Data breaches are about to cost your firm more than its reputation.
European data protection regulations are about to get a whole lot tougher. The EU's first update to the laws governing privacy since the 1990s will see a new definition of what personal data encompasses, as well as far more stringent enforcement.
Previously, the regulations only acted as guidance to companies, and punishments were little more than a slap on the wrist. Now, however, the regulations are expected to be passed into law, and the EU will have the power to levy fines of up to 5% of global annual revenues.
With the laws expected to be made official by the end of 2014, CBR attended a recent roundtable held by security firm Trend Micro to see what the consequences will be for your business.
A recent survey conducted by the company found that of 250 British IT decision makers, just half were aware of the upcoming changes, and just 10% knew what steps would lead to compliance.
A quarter didn't believe it is even possible to adhere to the rules, and another 25% didn't even think that fines existed - despite the potential for up to €100m penalties being handed down from the EU.
James Walker, Trend Micro security expert, says: "There's a huge lack of understanding what the regulations are and what impact it'll start to have on organisations financially. [They don't know] what they need to do, what changes will happen in their organisation, and among their people, process and technology."
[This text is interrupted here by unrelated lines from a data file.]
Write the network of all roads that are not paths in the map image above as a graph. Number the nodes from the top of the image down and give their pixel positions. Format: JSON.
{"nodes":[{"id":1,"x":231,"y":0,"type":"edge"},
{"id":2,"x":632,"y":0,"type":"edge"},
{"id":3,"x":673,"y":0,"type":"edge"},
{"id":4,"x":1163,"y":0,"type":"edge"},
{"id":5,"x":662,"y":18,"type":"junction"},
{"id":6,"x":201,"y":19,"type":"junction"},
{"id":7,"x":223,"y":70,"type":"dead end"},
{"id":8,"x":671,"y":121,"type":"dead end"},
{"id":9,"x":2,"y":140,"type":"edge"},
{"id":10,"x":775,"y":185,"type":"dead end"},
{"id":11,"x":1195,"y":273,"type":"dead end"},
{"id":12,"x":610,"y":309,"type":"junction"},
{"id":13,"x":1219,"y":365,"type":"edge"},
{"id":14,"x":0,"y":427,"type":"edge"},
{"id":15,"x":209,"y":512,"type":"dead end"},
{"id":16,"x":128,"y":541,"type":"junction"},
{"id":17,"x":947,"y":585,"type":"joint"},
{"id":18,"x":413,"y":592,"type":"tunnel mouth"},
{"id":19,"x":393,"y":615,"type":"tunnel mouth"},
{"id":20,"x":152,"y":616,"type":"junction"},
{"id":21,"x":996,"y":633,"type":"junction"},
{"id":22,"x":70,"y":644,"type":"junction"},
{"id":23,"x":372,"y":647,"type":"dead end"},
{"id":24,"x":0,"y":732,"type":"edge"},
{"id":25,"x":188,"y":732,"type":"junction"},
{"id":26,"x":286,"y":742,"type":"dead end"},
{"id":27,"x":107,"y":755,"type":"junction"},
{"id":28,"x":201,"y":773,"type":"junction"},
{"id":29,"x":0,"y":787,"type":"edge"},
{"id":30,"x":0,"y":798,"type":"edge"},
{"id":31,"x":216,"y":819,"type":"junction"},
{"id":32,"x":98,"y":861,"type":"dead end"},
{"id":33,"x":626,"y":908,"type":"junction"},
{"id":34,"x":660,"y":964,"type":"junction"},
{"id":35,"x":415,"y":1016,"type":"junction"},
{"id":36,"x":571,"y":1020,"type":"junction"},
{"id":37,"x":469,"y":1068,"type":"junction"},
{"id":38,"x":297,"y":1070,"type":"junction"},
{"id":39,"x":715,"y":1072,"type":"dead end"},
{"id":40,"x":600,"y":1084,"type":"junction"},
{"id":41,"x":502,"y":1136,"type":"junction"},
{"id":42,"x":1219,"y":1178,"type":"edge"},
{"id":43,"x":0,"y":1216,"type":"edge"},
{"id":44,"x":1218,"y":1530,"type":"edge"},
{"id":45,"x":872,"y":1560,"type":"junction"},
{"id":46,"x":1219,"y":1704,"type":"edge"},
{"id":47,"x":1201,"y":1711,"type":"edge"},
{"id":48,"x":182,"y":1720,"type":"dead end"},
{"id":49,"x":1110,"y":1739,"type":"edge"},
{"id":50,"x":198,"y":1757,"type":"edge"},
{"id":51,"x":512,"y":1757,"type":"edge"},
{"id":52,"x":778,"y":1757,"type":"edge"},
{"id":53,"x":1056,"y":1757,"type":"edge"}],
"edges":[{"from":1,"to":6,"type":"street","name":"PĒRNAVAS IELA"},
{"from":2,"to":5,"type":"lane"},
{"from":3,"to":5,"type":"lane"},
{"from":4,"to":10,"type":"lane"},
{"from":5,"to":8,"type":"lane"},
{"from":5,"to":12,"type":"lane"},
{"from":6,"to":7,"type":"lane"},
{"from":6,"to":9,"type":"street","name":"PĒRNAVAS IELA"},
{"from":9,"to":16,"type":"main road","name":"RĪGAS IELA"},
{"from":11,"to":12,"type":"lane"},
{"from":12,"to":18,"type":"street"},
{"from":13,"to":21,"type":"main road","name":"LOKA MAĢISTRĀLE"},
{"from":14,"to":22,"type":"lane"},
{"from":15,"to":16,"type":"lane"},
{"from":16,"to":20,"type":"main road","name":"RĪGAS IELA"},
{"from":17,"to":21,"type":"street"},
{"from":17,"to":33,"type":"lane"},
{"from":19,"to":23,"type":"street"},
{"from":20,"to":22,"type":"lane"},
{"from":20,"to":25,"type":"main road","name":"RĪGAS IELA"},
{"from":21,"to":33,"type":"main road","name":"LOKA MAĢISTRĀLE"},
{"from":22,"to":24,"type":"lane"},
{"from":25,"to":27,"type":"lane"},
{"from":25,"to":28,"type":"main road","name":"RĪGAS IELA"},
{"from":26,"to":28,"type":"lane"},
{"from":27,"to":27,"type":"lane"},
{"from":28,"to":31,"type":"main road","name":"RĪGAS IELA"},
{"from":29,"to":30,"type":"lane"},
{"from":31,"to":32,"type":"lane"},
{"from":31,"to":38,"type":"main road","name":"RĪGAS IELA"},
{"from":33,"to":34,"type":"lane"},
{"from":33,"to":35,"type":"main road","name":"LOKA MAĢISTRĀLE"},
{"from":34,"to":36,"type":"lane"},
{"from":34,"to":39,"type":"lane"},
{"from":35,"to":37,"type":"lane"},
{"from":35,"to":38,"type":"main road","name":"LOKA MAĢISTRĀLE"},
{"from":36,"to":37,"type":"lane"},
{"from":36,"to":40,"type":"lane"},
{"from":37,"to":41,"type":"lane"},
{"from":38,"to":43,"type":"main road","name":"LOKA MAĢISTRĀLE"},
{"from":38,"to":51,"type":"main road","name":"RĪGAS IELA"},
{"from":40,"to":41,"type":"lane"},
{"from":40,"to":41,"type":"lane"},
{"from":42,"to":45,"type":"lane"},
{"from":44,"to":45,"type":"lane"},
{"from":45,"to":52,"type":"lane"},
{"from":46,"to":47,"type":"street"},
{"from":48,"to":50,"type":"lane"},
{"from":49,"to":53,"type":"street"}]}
Well, hopefully we can shed a little light on it for you.
The cost of not complying
Vinod Bange, data protection specialist at law firm Taylor Wessing, explains the cost of not complying is currently outweighed by the cost of ensuring your firm adhered to the data regulations in play today. However, "those scales are going to tip the other way completely," he warns.
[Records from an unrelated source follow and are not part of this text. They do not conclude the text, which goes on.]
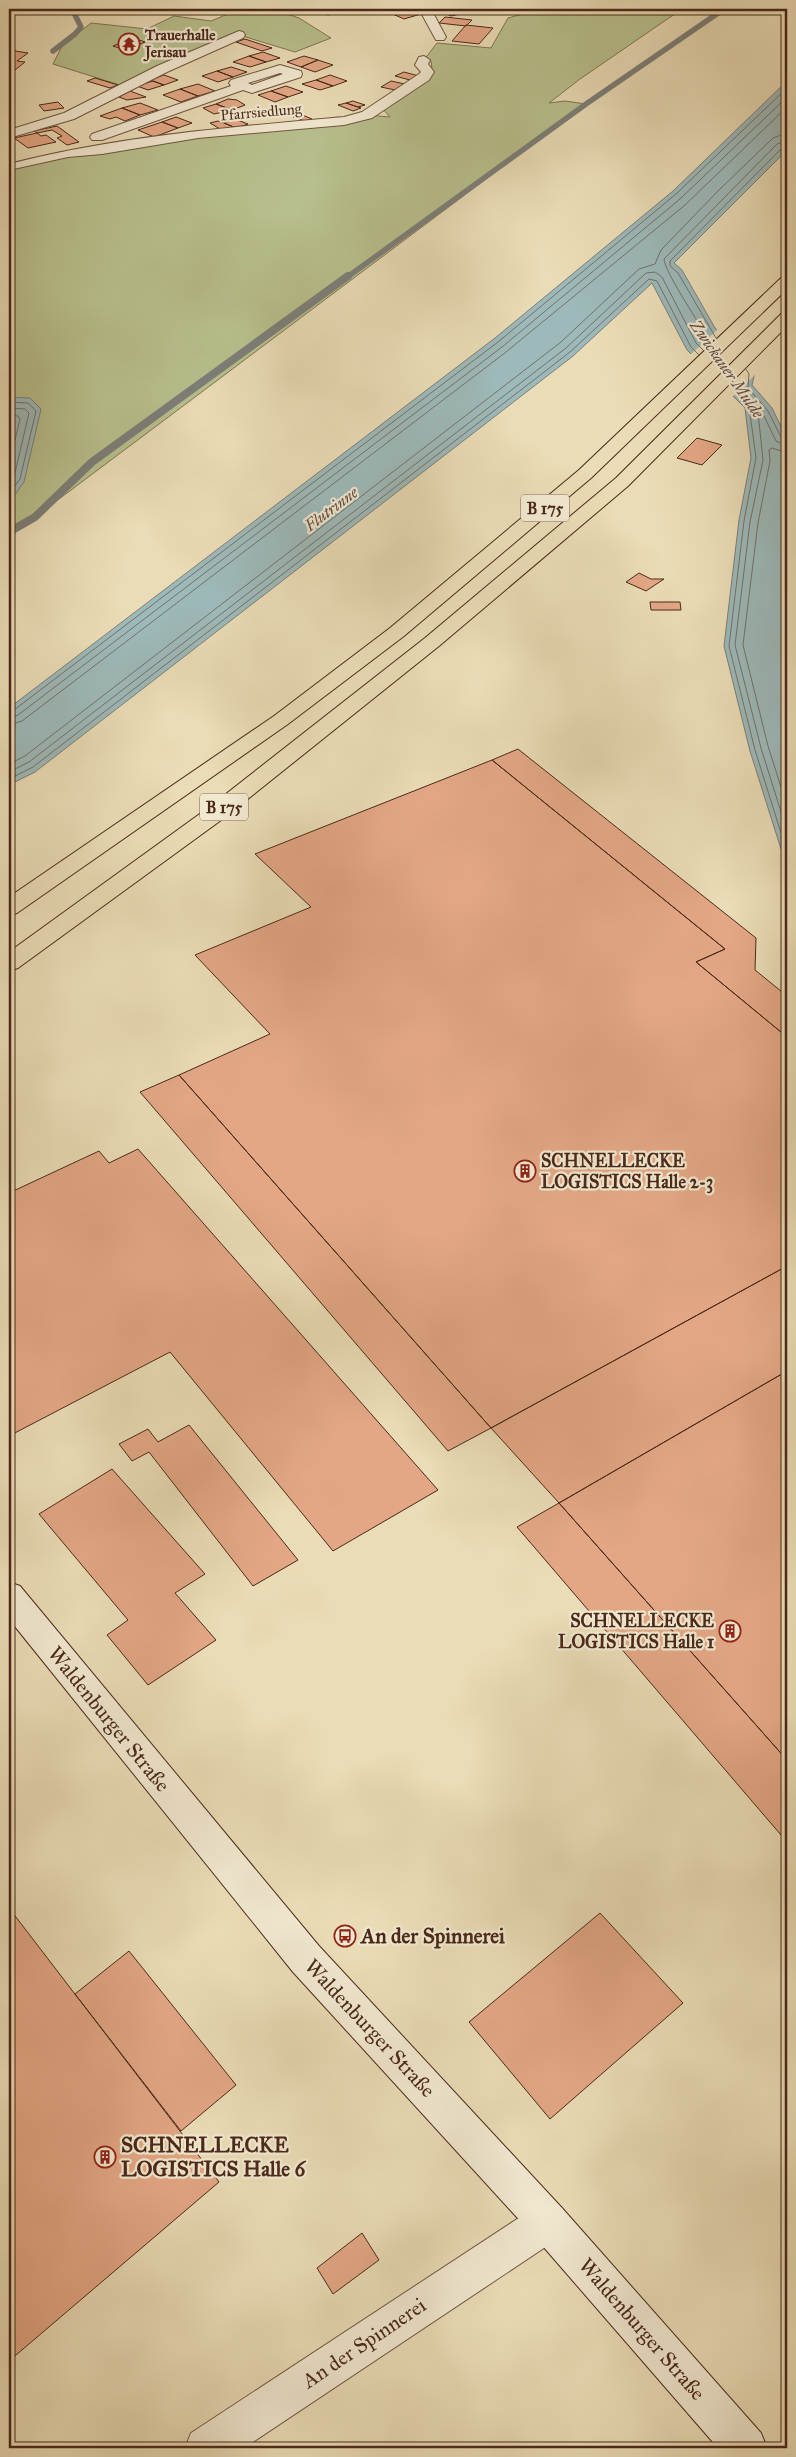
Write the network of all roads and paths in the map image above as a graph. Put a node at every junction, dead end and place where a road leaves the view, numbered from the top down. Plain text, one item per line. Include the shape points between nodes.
1 (425, 9) edge
2 (239, 35) dead end
3 (440, 37) dead end
4 (424, 60) dead end
5 (243, 86) dead end
6 (9, 134) edge
7 (68, 153) junction
8 (10, 166) edge
9 (787, 281) edge
10 (787, 317) edge
11 (9, 908) edge
12 (9, 963) edge
13 (9, 1596) edge
14 (548, 2222) junction
15 (206, 2448) edge
16 (746, 2448) edge

1 - 3 street
2 - 6 street via 69,116
4 - 7 street, Pfarrsiedlung via 421,65 428,72 424,77 367,115 344,121 198,134
5 - 7 street, Pfarrsiedlung via 86,141
7 - 8 street, Pfarrsiedlung
9 - 11 main road, B 175 via 585,474 397,632 281,720
10 - 12 main road, B 175 via 622,482 432,642 216,813
13 - 14 street, Waldenburger Straße via 306,1959
14 - 15 street, An der Spinnerei
14 - 16 street, Waldenburger Straße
With non-compliance fines set at up to 5% of global annual turnover, or up to €100m, it pays to get your house in order. This particular tenet of the new regulations is designed to get the boardroom to pay attention.
Bange recommends firms concentrate on getting up to date with the current regulations, so upgrading again once the new ones are enshrined in law isn't such a big jump.
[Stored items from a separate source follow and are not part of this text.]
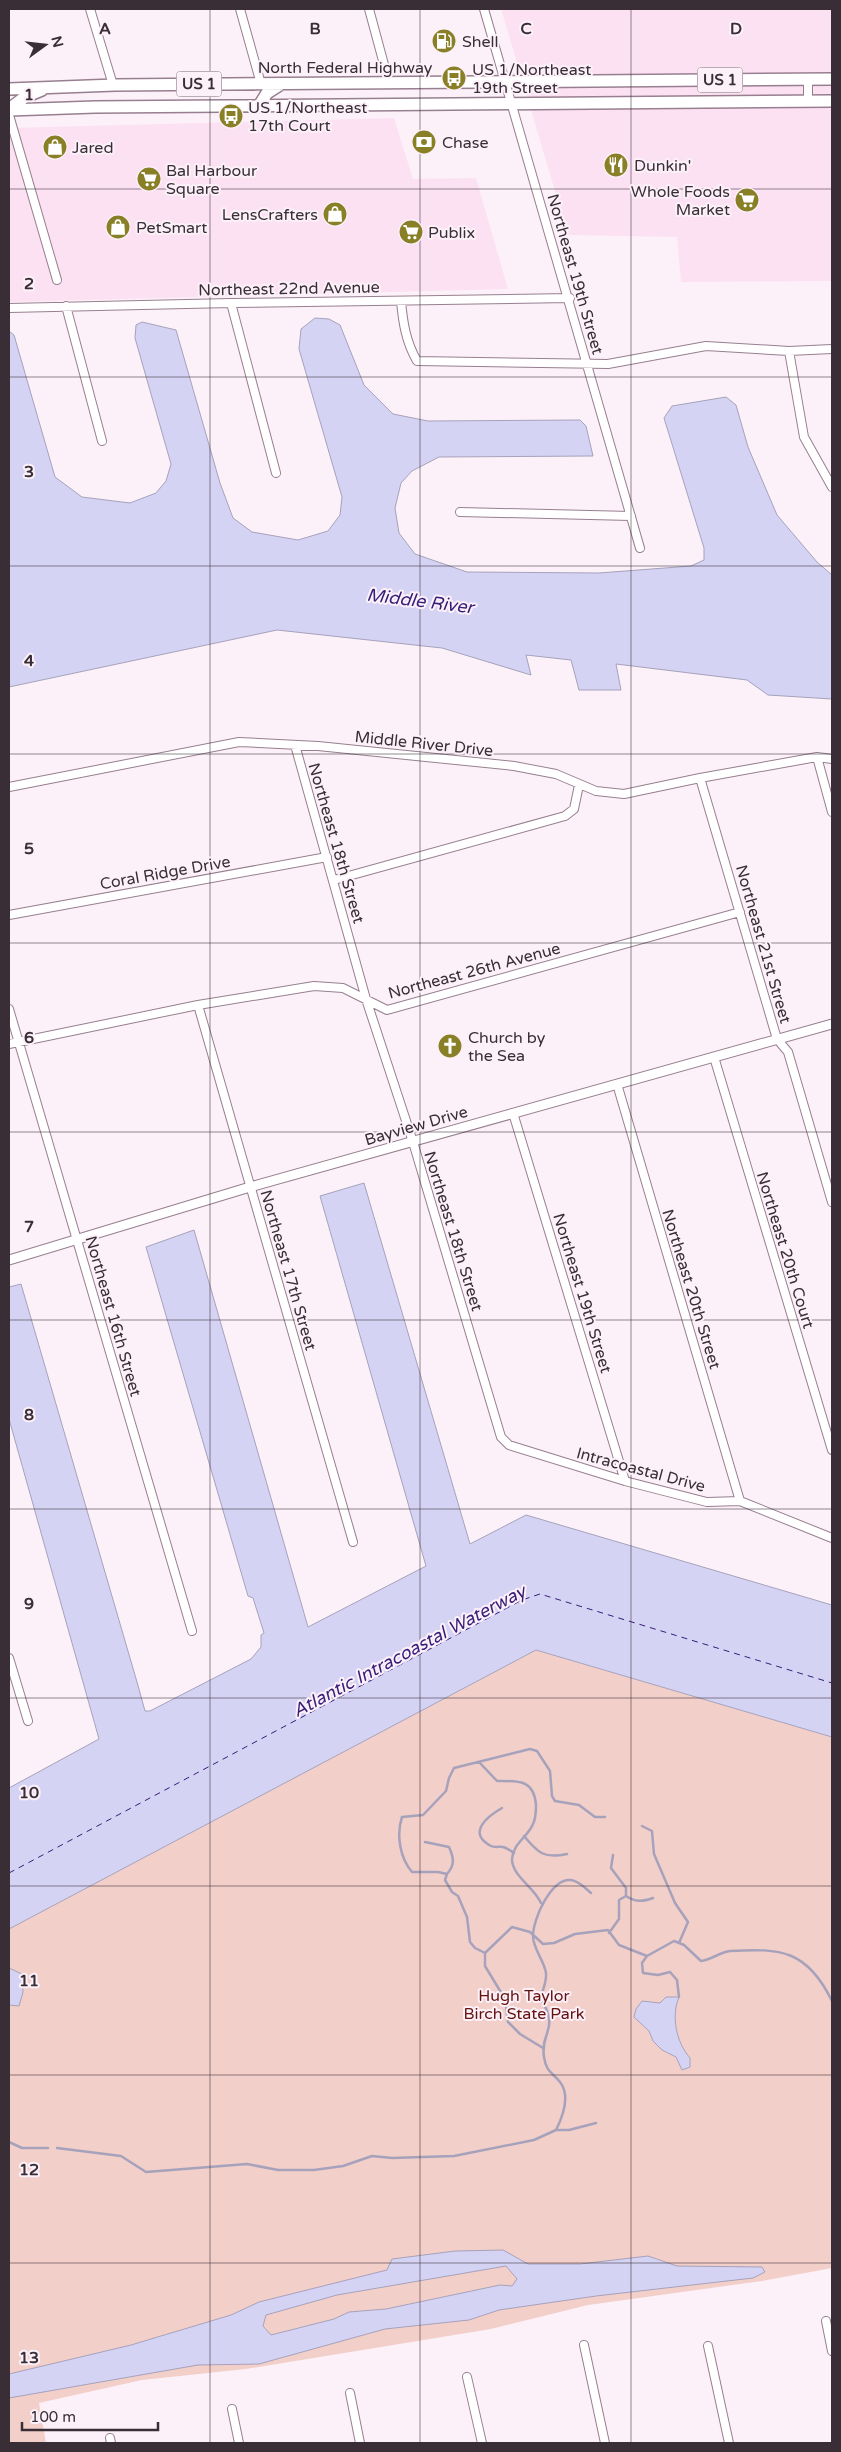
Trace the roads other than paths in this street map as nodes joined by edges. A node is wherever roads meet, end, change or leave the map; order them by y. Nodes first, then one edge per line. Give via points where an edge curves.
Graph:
1 (90, 9) edge
2 (240, 9) edge
3 (368, 9) edge
4 (484, 9) edge
5 (808, 79) junction
6 (832, 79) edge
7 (505, 82) junction
8 (390, 83) junction
9 (261, 84) junction
10 (283, 84) junction
11 (113, 85) junction
12 (50, 87) junction
13 (9, 89) edge
14 (808, 101) junction
15 (832, 101) edge
16 (511, 104) junction
17 (260, 106) junction
18 (9, 110) edge
19 (9, 115) edge
20 (57, 280) dead end
21 (570, 298) junction
22 (401, 301) junction
23 (231, 303) junction
24 (66, 306) junction
25 (9, 308) edge
26 (832, 349) edge
27 (789, 351) junction
28 (588, 363) junction
29 (102, 441) dead end
30 (276, 473) dead end
31 (832, 488) edge
32 (460, 512) dead end
33 (631, 516) junction
34 (640, 548) dead end
35 (295, 746) junction
36 (817, 757) junction
37 (832, 759) edge
38 (700, 778) junction
39 (579, 786) junction
40 (9, 787) edge
41 (832, 812) edge
42 (327, 857) junction
43 (334, 880) junction
44 (740, 912) junction
45 (9, 915) edge
46 (366, 999) junction
47 (198, 1006) junction
48 (9, 1009) edge
49 (832, 1024) edge
50 (777, 1039) junction
51 (19, 1043) junction
52 (9, 1044) edge
53 (714, 1057) junction
54 (617, 1084) junction
55 (513, 1113) junction
56 (413, 1142) junction
57 (250, 1187) junction
58 (832, 1202) edge
59 (78, 1239) junction
60 (9, 1260) edge
61 (501, 1437) joint
62 (832, 1450) edge
63 (626, 1481) junction
64 (740, 1501) junction
65 (832, 1538) edge
66 (353, 1542) dead end
67 (192, 1631) dead end
68 (9, 1658) edge
69 (28, 1721) dead end
70 (826, 2321) dead end
71 (584, 2345) dead end
72 (708, 2346) dead end
73 (832, 2351) edge
74 (467, 2377) dead end
75 (350, 2393) dead end
76 (232, 2409) dead end
77 (239, 2443) edge
78 (360, 2443) edge
79 (482, 2443) edge
80 (605, 2443) edge
81 (729, 2443) edge

1 - 11 street
2 - 9 street
3 - 8 street
4 - 7 street, Northeast 19th Street
5 - 6 main road, North Federal Highway / US 1
5 - 7 main road, North Federal Highway / US 1
5 - 14 street
7 - 8 main road, North Federal Highway / US 1
7 - 16 street, Northeast 19th Street
8 - 10 main road, North Federal Highway / US 1
9 - 10 main road, North Federal Highway / US 1
9 - 11 main road, North Federal Highway / US 1
10 - 17 main road via 267,93
11 - 12 main road, North Federal Highway / US 1
12 - 13 main road, North Federal Highway / US 1
12 - 18 main road via 25,97
14 - 15 main road, US 1
14 - 16 main road, US 1
16 - 17 main road, US 1
16 - 21 street, Northeast 19th Street
17 - 18 main road, US 1
19 - 20 street
21 - 22 street, Northeast 22nd Avenue
21 - 28 street, Northeast 19th Street
22 - 23 street, Northeast 22nd Avenue
22 - 28 street via 404,330 417,361
23 - 24 street, Northeast 22nd Avenue
23 - 30 street
24 - 25 street, Northeast 22nd Avenue
24 - 29 street
26 - 27 street
27 - 28 street via 706,346 608,364
27 - 31 street via 804,438
28 - 33 street, Northeast 19th Street
32 - 33 street
33 - 34 street, Northeast 19th Street
35 - 39 street, Middle River Drive via 514,766 556,774
35 - 40 street, Middle River Drive via 239,742
35 - 42 street, Northeast 18th Street
36 - 37 street, Middle River Drive
36 - 38 street, Middle River Drive
36 - 41 street
38 - 39 street, Middle River Drive via 624,794
38 - 44 street, Northeast 21st Street
39 - 43 street via 574,809 565,816
42 - 43 street, Northeast 18th Street
42 - 45 street, Coral Ridge Drive
43 - 46 street, Northeast 18th Street
44 - 46 street, Northeast 26th Avenue via 387,1010
44 - 50 street, Northeast 21st Street
46 - 47 street, Northeast 26th Avenue via 343,988 314,986
46 - 56 street, Northeast 18th Street
47 - 51 street, Northeast 26th Avenue
47 - 57 street, Northeast 17th Street
48 - 51 street, Northeast 16th Street
49 - 50 street, Bayview Drive
50 - 53 street, Bayview Drive
50 - 58 street, Northeast 21st Street via 788,1052
51 - 52 street, Northeast 26th Avenue
51 - 59 street, Northeast 16th Street
53 - 54 street, Bayview Drive
53 - 62 street, Northeast 20th Court
54 - 55 street, Bayview Drive
54 - 64 street, Northeast 20th Street
55 - 56 street, Bayview Drive
55 - 63 street, Northeast 19th Street
56 - 57 street, Bayview Drive
56 - 61 street, Northeast 18th Street
57 - 59 street, Bayview Drive
57 - 66 street, Northeast 17th Street
59 - 60 street, Bayview Drive
59 - 67 street, Northeast 16th Street
61 - 63 street, Intracoastal Drive via 509,1446
63 - 64 street, Intracoastal Drive via 707,1502
64 - 65 street, Intracoastal Drive
68 - 69 street
70 - 73 street
71 - 80 street
72 - 81 street
74 - 79 street
75 - 78 street
76 - 77 street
He says: "Your current baseline up to where it should be. If you don't it's going to be an even bigger job."
So, exactly who's liable?
A lot of uncertainty exists over who's liable for a data breach when you're using a third-party to process your data. Max Perkins, insurance data expert at Beazley, says it's better to be safe than sorry.
"If you're the data owner that means you have collected the information from a consumer," he claims. "Just because you have made a business decision to outsource it, you're still the data owner. That doesn't pass from you.
"If a regulator feels like a business is being reckless with the information that they hold and with respect to their consumers, then that regulator will be punitive and will use its power."